El artista detrás de la totalidad de las obras es Guillermo Arteaga, un andino que se dice “virgen” ante las puertas de una universidad, que ha aprendido todo a través de la práctica. “He sido totalmente empírico, cuando un niño se inclina por el canto empieza a cantar en el baño, ¿cierto? A mí me pasó lo mismo, pero con el arte, desde pequeño hacía muñequitos de barro, pesebres”.
Se ha mantenido firme en la producción de obras religiosas: divinos niños, vírgenes, réplicas del Santo Sepulcro, cuadros que representan escenas de la Biblia, “yo siempre tuve esa convicción y he tratado de quedarme en ella”.
Su propia casa la “desbarata íntegra” cada año para convertirla en un museo religioso. Desmonta las camas, guarda las sillas, el comedor y deja solo un pequeño espacio para él, un mueble individual y un televisor pequeño. A veces permanece así más tiempo del que dura la Semana Santa, “hasta tres meses más la he dejado”.
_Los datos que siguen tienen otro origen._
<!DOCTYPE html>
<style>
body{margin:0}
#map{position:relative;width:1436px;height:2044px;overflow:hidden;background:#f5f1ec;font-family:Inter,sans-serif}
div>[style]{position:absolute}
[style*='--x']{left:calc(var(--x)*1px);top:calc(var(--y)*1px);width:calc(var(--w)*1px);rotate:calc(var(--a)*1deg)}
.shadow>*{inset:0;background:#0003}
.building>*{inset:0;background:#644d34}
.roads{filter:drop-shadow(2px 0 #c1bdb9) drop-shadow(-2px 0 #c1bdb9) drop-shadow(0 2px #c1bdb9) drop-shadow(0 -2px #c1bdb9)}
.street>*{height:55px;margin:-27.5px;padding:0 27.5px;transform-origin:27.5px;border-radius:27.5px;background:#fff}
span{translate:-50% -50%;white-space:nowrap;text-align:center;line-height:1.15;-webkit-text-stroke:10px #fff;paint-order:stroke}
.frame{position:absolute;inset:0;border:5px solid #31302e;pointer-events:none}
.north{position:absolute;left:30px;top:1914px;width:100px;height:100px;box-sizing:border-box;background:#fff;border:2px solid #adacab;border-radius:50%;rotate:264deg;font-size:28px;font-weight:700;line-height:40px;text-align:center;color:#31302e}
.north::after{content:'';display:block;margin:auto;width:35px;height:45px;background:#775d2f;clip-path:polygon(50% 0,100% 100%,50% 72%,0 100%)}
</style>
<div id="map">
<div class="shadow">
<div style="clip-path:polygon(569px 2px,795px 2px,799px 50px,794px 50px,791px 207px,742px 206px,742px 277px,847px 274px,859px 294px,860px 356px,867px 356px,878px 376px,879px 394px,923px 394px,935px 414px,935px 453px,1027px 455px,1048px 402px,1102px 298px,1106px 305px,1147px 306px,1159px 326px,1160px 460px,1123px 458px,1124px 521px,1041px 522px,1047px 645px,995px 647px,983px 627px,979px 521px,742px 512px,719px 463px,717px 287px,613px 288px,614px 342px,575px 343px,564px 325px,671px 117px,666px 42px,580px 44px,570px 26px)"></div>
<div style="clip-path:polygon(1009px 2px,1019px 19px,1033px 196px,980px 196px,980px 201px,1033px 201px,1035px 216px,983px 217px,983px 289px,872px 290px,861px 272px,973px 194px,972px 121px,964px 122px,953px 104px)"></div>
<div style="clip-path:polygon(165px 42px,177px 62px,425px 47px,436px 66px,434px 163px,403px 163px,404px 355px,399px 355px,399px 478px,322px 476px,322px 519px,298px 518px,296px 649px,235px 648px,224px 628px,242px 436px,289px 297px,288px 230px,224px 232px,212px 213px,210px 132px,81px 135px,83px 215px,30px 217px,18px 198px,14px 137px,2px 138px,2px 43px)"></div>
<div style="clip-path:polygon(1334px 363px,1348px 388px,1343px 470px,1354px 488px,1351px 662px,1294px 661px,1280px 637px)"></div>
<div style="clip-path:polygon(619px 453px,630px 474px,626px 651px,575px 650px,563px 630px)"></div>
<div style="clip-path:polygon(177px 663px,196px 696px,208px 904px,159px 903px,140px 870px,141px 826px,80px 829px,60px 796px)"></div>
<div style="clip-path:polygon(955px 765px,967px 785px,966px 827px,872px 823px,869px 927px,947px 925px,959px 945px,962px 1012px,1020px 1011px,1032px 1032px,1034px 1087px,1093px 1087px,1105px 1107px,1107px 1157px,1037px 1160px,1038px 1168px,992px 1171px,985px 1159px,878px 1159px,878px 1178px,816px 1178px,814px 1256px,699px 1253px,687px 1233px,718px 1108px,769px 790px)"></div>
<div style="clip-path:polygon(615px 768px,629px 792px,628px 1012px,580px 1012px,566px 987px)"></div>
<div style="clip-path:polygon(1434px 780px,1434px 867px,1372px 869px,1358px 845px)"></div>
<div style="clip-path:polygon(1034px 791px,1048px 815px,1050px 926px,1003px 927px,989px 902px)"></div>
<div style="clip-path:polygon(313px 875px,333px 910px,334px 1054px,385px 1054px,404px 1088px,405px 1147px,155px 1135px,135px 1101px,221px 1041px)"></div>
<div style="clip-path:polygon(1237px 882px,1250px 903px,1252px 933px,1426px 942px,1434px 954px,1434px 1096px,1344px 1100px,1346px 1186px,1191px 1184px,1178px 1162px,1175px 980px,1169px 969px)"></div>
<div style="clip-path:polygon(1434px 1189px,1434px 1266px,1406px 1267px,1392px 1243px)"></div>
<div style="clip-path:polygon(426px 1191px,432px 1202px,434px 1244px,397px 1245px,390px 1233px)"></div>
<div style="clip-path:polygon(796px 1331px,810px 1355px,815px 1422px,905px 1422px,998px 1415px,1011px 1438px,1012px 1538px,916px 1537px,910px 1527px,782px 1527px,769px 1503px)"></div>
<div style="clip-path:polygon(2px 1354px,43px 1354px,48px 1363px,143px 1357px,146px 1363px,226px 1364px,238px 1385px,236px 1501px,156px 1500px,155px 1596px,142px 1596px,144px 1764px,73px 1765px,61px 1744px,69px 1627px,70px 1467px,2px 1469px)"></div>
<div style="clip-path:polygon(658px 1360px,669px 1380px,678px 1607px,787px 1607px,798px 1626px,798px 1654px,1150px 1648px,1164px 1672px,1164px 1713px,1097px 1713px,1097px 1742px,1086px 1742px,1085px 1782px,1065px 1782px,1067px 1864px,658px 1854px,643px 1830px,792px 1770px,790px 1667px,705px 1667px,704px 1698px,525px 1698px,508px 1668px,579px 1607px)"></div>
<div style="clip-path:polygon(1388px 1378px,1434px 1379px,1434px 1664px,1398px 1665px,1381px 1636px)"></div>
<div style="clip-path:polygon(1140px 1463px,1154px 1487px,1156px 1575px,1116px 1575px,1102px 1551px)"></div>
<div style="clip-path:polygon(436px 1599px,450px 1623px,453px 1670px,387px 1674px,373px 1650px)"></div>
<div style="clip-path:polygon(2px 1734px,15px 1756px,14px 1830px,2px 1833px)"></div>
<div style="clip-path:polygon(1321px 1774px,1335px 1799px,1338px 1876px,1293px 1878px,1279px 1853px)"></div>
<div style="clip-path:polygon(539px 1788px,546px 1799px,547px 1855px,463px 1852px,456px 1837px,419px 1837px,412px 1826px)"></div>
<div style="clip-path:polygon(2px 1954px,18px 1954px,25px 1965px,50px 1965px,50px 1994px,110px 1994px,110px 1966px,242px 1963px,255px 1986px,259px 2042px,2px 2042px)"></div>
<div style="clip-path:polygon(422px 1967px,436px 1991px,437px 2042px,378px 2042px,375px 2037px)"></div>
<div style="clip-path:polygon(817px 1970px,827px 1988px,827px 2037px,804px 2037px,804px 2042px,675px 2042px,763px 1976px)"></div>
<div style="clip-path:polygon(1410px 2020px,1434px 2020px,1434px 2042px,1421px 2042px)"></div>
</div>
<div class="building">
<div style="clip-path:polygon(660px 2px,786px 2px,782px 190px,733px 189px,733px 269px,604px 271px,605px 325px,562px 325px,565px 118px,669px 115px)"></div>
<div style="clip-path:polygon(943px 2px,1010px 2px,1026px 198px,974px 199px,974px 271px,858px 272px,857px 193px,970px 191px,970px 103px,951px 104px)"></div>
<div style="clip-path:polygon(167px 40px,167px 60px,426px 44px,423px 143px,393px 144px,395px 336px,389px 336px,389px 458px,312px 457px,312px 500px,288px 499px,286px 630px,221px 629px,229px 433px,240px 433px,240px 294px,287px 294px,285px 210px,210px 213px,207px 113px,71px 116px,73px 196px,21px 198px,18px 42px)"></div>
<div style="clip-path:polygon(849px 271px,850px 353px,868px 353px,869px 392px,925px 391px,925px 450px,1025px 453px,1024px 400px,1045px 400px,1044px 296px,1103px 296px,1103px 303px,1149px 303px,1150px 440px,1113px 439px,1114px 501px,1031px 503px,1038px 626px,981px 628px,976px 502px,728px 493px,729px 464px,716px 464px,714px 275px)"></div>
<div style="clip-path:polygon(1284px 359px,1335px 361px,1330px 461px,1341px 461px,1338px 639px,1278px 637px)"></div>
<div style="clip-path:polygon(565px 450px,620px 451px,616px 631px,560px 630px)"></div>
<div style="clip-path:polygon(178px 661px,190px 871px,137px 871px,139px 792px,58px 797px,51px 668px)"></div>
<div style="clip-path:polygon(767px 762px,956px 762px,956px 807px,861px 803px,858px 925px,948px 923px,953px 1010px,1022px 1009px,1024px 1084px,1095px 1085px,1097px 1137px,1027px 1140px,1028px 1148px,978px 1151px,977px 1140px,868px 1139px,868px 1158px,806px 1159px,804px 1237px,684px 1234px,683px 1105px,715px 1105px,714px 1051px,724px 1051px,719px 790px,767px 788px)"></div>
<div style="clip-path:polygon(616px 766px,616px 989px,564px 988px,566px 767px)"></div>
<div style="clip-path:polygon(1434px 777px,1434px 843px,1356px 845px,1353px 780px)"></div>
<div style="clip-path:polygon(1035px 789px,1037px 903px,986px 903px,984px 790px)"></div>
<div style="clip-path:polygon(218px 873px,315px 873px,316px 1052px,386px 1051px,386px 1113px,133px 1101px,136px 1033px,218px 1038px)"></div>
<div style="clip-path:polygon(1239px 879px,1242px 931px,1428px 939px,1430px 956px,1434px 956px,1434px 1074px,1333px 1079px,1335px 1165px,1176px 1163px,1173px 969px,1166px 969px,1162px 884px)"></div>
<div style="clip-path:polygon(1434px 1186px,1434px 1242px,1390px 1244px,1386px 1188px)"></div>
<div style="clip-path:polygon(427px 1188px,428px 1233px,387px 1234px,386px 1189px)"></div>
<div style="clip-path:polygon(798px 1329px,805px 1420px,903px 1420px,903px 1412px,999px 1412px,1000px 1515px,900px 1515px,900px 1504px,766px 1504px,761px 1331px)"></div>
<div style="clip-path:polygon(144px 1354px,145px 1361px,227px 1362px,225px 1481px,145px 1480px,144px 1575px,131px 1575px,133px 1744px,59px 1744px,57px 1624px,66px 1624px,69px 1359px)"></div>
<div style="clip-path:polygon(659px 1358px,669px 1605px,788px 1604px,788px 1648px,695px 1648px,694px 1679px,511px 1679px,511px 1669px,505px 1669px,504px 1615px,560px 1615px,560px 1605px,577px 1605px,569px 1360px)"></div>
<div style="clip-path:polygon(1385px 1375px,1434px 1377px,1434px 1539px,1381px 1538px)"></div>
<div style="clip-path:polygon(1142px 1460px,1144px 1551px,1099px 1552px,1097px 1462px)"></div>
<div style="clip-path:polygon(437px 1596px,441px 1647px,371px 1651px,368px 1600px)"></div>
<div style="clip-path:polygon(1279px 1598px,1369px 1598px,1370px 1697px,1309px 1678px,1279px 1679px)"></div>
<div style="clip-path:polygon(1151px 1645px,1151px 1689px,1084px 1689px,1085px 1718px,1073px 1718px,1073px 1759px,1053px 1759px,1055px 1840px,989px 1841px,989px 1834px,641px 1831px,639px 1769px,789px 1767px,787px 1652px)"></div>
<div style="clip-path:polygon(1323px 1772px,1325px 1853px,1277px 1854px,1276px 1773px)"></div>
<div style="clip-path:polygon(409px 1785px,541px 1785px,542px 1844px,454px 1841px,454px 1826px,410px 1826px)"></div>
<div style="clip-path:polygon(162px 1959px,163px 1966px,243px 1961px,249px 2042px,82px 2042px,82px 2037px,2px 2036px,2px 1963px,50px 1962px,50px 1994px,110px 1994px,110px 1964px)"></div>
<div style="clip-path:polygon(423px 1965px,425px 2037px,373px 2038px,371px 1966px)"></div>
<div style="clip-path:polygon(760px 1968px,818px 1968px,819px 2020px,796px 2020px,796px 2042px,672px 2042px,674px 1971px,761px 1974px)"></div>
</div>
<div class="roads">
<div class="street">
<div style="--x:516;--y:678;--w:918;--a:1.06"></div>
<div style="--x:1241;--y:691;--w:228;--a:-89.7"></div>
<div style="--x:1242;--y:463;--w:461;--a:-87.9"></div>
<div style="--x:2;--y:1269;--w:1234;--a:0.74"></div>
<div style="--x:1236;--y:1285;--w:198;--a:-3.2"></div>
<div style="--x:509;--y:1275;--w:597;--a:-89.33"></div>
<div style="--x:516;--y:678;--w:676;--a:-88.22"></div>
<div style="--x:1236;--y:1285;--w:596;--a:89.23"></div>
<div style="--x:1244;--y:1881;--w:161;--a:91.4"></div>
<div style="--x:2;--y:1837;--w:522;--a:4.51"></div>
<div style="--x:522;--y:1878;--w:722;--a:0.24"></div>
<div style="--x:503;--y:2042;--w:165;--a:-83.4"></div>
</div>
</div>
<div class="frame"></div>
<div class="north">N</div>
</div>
En la confección de un vestido puede tardar meses, él mismo corta, cose, borda. Una estatua completa, con el palio (similar a un toldillo) incluido, le lleva años de labores, un trabajo largo que es más bien una necesidad vital. “Aquí no se habla de rentabilidad, nada se vende, todo se colecciona”.
Como esperando ser visto solo después de acabado el recorrido, a mitad de pasillo un marco color oro −como casi todo− da soporte a una escena poco religiosa pintada al óleo: un par de esclavas, vestidas apenas con harapos, son intercambiadas por unas cuantas monedas.